* **ACTIVITY**: All lines of the entries with "Qasim" in them must be listed.

* **RECORD SET**:
'''

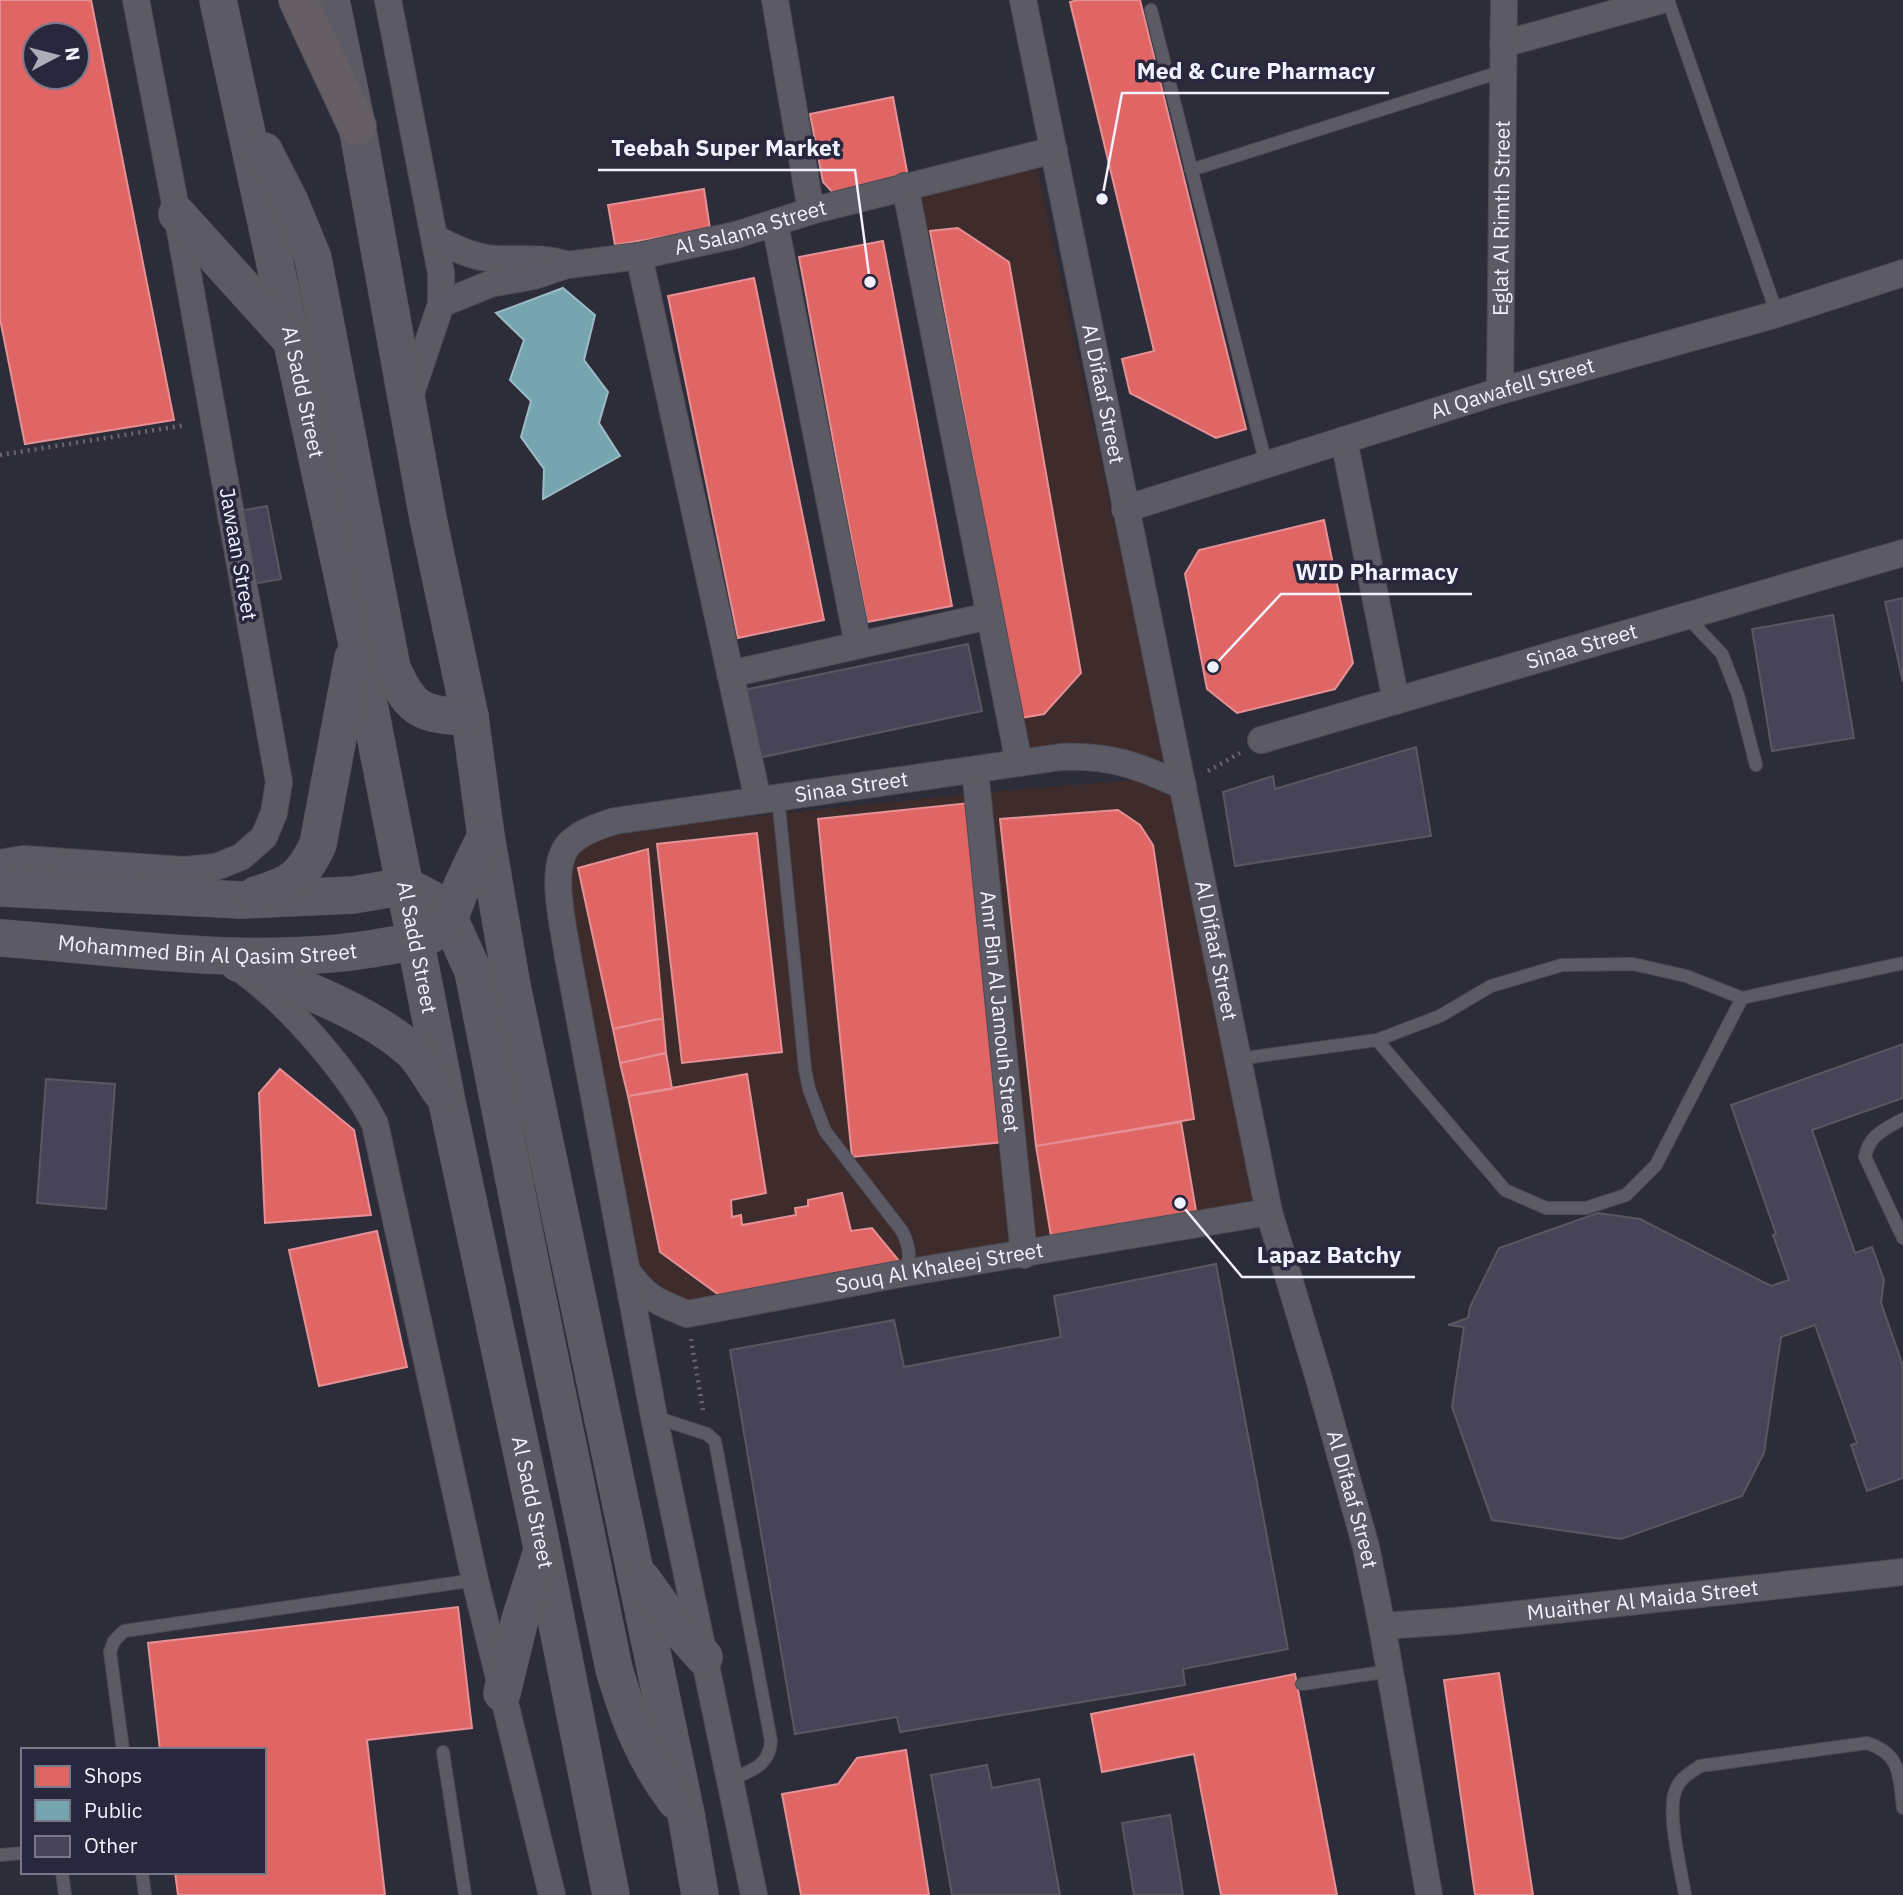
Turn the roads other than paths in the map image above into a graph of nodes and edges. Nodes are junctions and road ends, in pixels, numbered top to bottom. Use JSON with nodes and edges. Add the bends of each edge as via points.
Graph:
{"nodes":[{"id":1,"x":136,"y":0,"type":"edge"},
{"id":2,"x":218,"y":0,"type":"edge"},
{"id":3,"x":299,"y":0,"type":"edge"},
{"id":4,"x":331,"y":0,"type":"edge"},
{"id":5,"x":388,"y":0,"type":"edge"},
{"id":6,"x":775,"y":0,"type":"edge"},
{"id":7,"x":1024,"y":0,"type":"edge"},
{"id":8,"x":1504,"y":0,"type":"edge"},
{"id":9,"x":1662,"y":0,"type":"edge"},
{"id":10,"x":1668,"y":0,"type":"edge"},
{"id":11,"x":1150,"y":10,"type":"dead end"},
{"id":12,"x":1503,"y":44,"type":"junction"},
{"id":13,"x":1503,"y":71,"type":"junction"},
{"id":14,"x":242,"y":106,"type":"junction"},
{"id":15,"x":357,"y":126,"type":"junction"},
{"id":16,"x":1054,"y":150,"type":"junction"},
{"id":17,"x":1191,"y":170,"type":"junction"},
{"id":18,"x":905,"y":186,"type":"junction"},
{"id":19,"x":811,"y":211,"type":"junction"},
{"id":20,"x":177,"y":214,"type":"junction"},
{"id":21,"x":775,"y":224,"type":"junction"},
{"id":22,"x":435,"y":238,"type":"junction"},
{"id":23,"x":639,"y":256,"type":"junction"},
{"id":24,"x":567,"y":265,"type":"junction"},
{"id":25,"x":1903,"y":273,"type":"edge"},
{"id":26,"x":441,"y":304,"type":"junction"},
{"id":27,"x":1777,"y":314,"type":"junction"},
{"id":28,"x":292,"y":341,"type":"junction"},
{"id":29,"x":1500,"y":391,"type":"junction"},
{"id":30,"x":408,"y":404,"type":"junction"},
{"id":31,"x":1345,"y":440,"type":"junction"},
{"id":32,"x":1266,"y":464,"type":"junction"},
{"id":33,"x":1125,"y":509,"type":"junction"},
{"id":34,"x":1903,"y":552,"type":"edge"},
{"id":35,"x":989,"y":616,"type":"junction"},
{"id":36,"x":1687,"y":617,"type":"junction"},
{"id":37,"x":356,"y":643,"type":"junction"},
{"id":38,"x":858,"y":645,"type":"junction"},
{"id":39,"x":730,"y":674,"type":"junction"},
{"id":40,"x":1396,"y":701,"type":"junction"},
{"id":41,"x":470,"y":717,"type":"junction"},
{"id":42,"x":1261,"y":740,"type":"road end"},
{"id":43,"x":1019,"y":763,"type":"junction"},
{"id":44,"x":1756,"y":765,"type":"dead end"},
{"id":45,"x":975,"y":769,"type":"junction"},
{"id":46,"x":1183,"y":786,"type":"junction"},
{"id":47,"x":768,"y":799,"type":"junction"},
{"id":48,"x":486,"y":836,"type":"junction"},
{"id":49,"x":0,"y":863,"type":"edge"},
{"id":50,"x":406,"y":886,"type":"junction"},
{"id":51,"x":0,"y":888,"type":"edge"},
{"id":52,"x":241,"y":901,"type":"junction"},
{"id":53,"x":449,"y":918,"type":"junction"},
{"id":54,"x":415,"y":941,"type":"junction"},
{"id":55,"x":2,"y":942,"type":"edge"},
{"id":56,"x":221,"y":956,"type":"junction"},
{"id":57,"x":1903,"y":963,"type":"edge"},
{"id":58,"x":1742,"y":998,"type":"junction"},
{"id":59,"x":1377,"y":1040,"type":"junction"},
{"id":60,"x":1236,"y":1059,"type":"junction"},
{"id":61,"x":447,"y":1102,"type":"junction"},
{"id":62,"x":1903,"y":1119,"type":"edge"},
{"id":63,"x":1269,"y":1212,"type":"junction"},
{"id":64,"x":1903,"y":1238,"type":"edge"},
{"id":65,"x":1024,"y":1255,"type":"junction"},
{"id":66,"x":626,"y":1269,"type":"junction"},
{"id":67,"x":905,"y":1273,"type":"junction"},
{"id":68,"x":654,"y":1417,"type":"junction"},
{"id":69,"x":542,"y":1550,"type":"junction"},
{"id":70,"x":635,"y":1570,"type":"junction"},
{"id":71,"x":1903,"y":1572,"type":"edge"},
{"id":72,"x":475,"y":1580,"type":"junction"},
{"id":73,"x":1382,"y":1626,"type":"junction"},
{"id":74,"x":704,"y":1657,"type":"junction"},
{"id":75,"x":1390,"y":1671,"type":"junction"},
{"id":76,"x":1302,"y":1684,"type":"dead end"},
{"id":77,"x":502,"y":1693,"type":"junction"},
{"id":78,"x":123,"y":1748,"type":"edge"},
{"id":79,"x":443,"y":1752,"type":"dead end"},
{"id":80,"x":730,"y":1780,"type":"junction"},
{"id":81,"x":1903,"y":1808,"type":"edge"},
{"id":82,"x":686,"y":1814,"type":"junction"},
{"id":83,"x":21,"y":1853,"type":"edge"},
{"id":84,"x":0,"y":1856,"type":"edge"},
{"id":85,"x":62,"y":1874,"type":"edge"},
{"id":86,"x":142,"y":1874,"type":"edge"},
{"id":87,"x":548,"y":1891,"type":"edge"},
{"id":88,"x":65,"y":1895,"type":"edge"},
{"id":89,"x":145,"y":1895,"type":"edge"},
{"id":90,"x":465,"y":1895,"type":"edge"},
{"id":91,"x":611,"y":1895,"type":"edge"},
{"id":92,"x":700,"y":1895,"type":"edge"},
{"id":93,"x":754,"y":1895,"type":"edge"},
{"id":94,"x":1429,"y":1895,"type":"edge"},
{"id":95,"x":1685,"y":1895,"type":"edge"}],
"edges":[{"from":1,"to":20,"type":"street","name":"Jawaan Street"},
{"from":2,"to":14,"type":"main road","name":"Al Sadd Street"},
{"from":3,"to":15,"type":"main road"},
{"from":4,"to":15,"type":"main road"},
{"from":5,"to":22,"type":"street"},
{"from":6,"to":19,"type":"street"},
{"from":7,"to":16,"type":"street","name":"Al Difaaf Street"},
{"from":8,"to":12,"type":"street","name":"Eglat Al Rimth Street"},
{"from":9,"to":12,"type":"street"},
{"from":10,"to":27,"type":"lane"},
{"from":11,"to":17,"type":"lane"},
{"from":12,"to":13,"type":"street","name":"Eglat Al Rimth Street"},
{"from":13,"to":17,"type":"lane"},
{"from":13,"to":29,"type":"street","name":"Eglat Al Rimth Street"},
{"from":14,"to":28,"type":"main road","name":"Al Sadd Street"},
{"from":14,"to":41,"type":"main road","via":[[313,258],[392,668],[402,692],[419,709],[438,716]]},
{"from":15,"to":30,"type":"main road"},
{"from":16,"to":18,"type":"street","name":"Al Salama Street"},
{"from":16,"to":33,"type":"street","name":"Al Difaaf Street"},
{"from":17,"to":32,"type":"lane"},
{"from":18,"to":19,"type":"street","name":"Al Salama Street"},
{"from":18,"to":35,"type":"street"},
{"from":19,"to":21,"type":"street","name":"Al Salama Street"},
{"from":20,"to":28,"type":"main road"},
{"from":20,"to":49,"type":"street","name":"Jawaan Street","via":[[279,782],[274,813],[264,837],[241,857],[216,867],[184,870],[23,859]]},
{"from":21,"to":23,"type":"street","name":"Al Salama Street"},
{"from":21,"to":38,"type":"street"},
{"from":22,"to":24,"type":"street","name":"Al Salama Street","via":[[486,258],[531,258]]},
{"from":22,"to":26,"type":"street"},
{"from":23,"to":24,"type":"street","name":"Al Salama Street"},
{"from":23,"to":39,"type":"street"},
{"from":24,"to":26,"type":"street","name":"Al Salama Street","via":[[490,284]]},
{"from":25,"to":27,"type":"street","name":"Al Qawafell Street"},
{"from":26,"to":30,"type":"street"},
{"from":27,"to":29,"type":"street","name":"Al Qawafell Street"},
{"from":28,"to":37,"type":"main road","name":"Al Sadd Street"},
{"from":29,"to":31,"type":"street","name":"Al Qawafell Street"},
{"from":30,"to":41,"type":"main road"},
{"from":31,"to":32,"type":"street","name":"Al Qawafell Street"},
{"from":31,"to":40,"type":"street"},
{"from":32,"to":33,"type":"street","name":"Al Qawafell Street"},
{"from":33,"to":46,"type":"street","name":"Al Difaaf Street"},
{"from":34,"to":36,"type":"street","name":"Sinaa Street"},
{"from":35,"to":38,"type":"street"},
{"from":35,"to":43,"type":"street"},
{"from":36,"to":40,"type":"street","name":"Sinaa Street"},
{"from":36,"to":44,"type":"lane","via":[[1722,654]]},
{"from":37,"to":50,"type":"main road","name":"Al Sadd Street"},
{"from":37,"to":52,"type":"main road","via":[[318,844],[308,867],[285,886]]},
{"from":38,"to":39,"type":"street"},
{"from":39,"to":47,"type":"street"},
{"from":40,"to":42,"type":"street","name":"Sinaa Street"},
{"from":41,"to":48,"type":"main road"},
{"from":43,"to":45,"type":"street","name":"Sinaa Street"},
{"from":43,"to":46,"type":"street","name":"Sinaa Street","via":[[1085,756],[1118,760]]},
{"from":45,"to":47,"type":"street","name":"Sinaa Street"},
{"from":45,"to":65,"type":"street","name":"Amr Bin Al Jamouh Street"},
{"from":46,"to":60,"type":"street","name":"Al Difaaf Street"},
{"from":47,"to":66,"type":"street","name":"Sinaa Street","via":[[615,821],[589,830],[568,845],[559,869],[568,957]]},
{"from":47,"to":67,"type":"lane","via":[[810,1089],[825,1131],[902,1231],[909,1245]]},
{"from":48,"to":53,"type":"main road"},
{"from":48,"to":70,"type":"main road","via":[[514,999]]},
{"from":50,"to":52,"type":"main road","via":[[353,895]]},
{"from":50,"to":53,"type":"main road","via":[[431,899]]},
{"from":50,"to":54,"type":"main road","name":"Al Sadd Street"},
{"from":51,"to":52,"type":"main road"},
{"from":53,"to":54,"type":"main road"},
{"from":53,"to":82,"type":"main road","via":[[473,971],[614,1669],[630,1721],[656,1774]]},
{"from":54,"to":56,"type":"main road","name":"Mohammed Bin Al Qasim Street","via":[[361,951]]},
{"from":54,"to":61,"type":"main road","name":"Al Sadd Street"},
{"from":55,"to":56,"type":"main road","name":"Mohammed Bin Al Qasim Street"},
{"from":56,"to":61,"type":"main road","via":[[319,996],[385,1032],[414,1053]]},
{"from":56,"to":72,"type":"street","via":[[293,1016],[363,1100],[375,1125]]},
{"from":57,"to":58,"type":"lane"},
{"from":58,"to":59,"type":"lane","via":[[1686,976],[1633,964],[1562,965],[1491,986],[1440,1016]]},
{"from":58,"to":59,"type":"lane","via":[[1656,1165],[1626,1195],[1586,1208],[1546,1208],[1505,1190]]},
{"from":59,"to":60,"type":"lane"},
{"from":60,"to":63,"type":"street","name":"Al Difaaf Street"},
{"from":61,"to":69,"type":"main road","name":"Al Sadd Street"},
{"from":62,"to":64,"type":"lane","via":[[1880,1132],[1867,1145],[1865,1157]]},
{"from":63,"to":65,"type":"street","name":"Souq Al Khaleej Street"},
{"from":63,"to":73,"type":"street","name":"Al Difaaf Street","via":[[1366,1548]]},
{"from":65,"to":67,"type":"street","name":"Souq Al Khaleej Street"},
{"from":66,"to":67,"type":"street","name":"Souq Al Khaleej Street","via":[[641,1290],[687,1314]]},
{"from":66,"to":68,"type":"street"},
{"from":68,"to":74,"type":"street"},
{"from":68,"to":80,"type":"lane","via":[[707,1434],[715,1441],[771,1741],[764,1763]]},
{"from":69,"to":77,"type":"main road"},
{"from":69,"to":91,"type":"main road","name":"Al Sadd Street"},
{"from":70,"to":74,"type":"main road"},
{"from":70,"to":82,"type":"main road"},
{"from":71,"to":73,"type":"street","name":"Muaither Al Maida Street"},
{"from":72,"to":77,"type":"street"},
{"from":72,"to":78,"type":"lane","via":[[124,1631],[110,1652]]},
{"from":73,"to":75,"type":"street","name":"Al Difaaf Street"},
{"from":74,"to":80,"type":"street"},
{"from":75,"to":76,"type":"lane"},
{"from":75,"to":94,"type":"street","name":"Al Difaaf Street"},
{"from":77,"to":87,"type":"street"},
{"from":79,"to":90,"type":"lane"},
{"from":80,"to":93,"type":"street"},
{"from":81,"to":95,"type":"lane","via":[[1892,1756],[1867,1743],[1700,1766],[1676,1787],[1672,1802]]},
{"from":82,"to":92,"type":"main road"},
{"from":83,"to":84,"type":"lane"},
{"from":85,"to":88,"type":"lane"},
{"from":86,"to":89,"type":"lane"}]}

'''

* **YOUR RESPONSE**:
{"from":54,"to":56,"type":"main road","name":"Mohammed Bin Al Qasim Street","via":[[361,951]]},
{"from":55,"to":56,"type":"main road","name":"Mohammed Bin Al Qasim Street"},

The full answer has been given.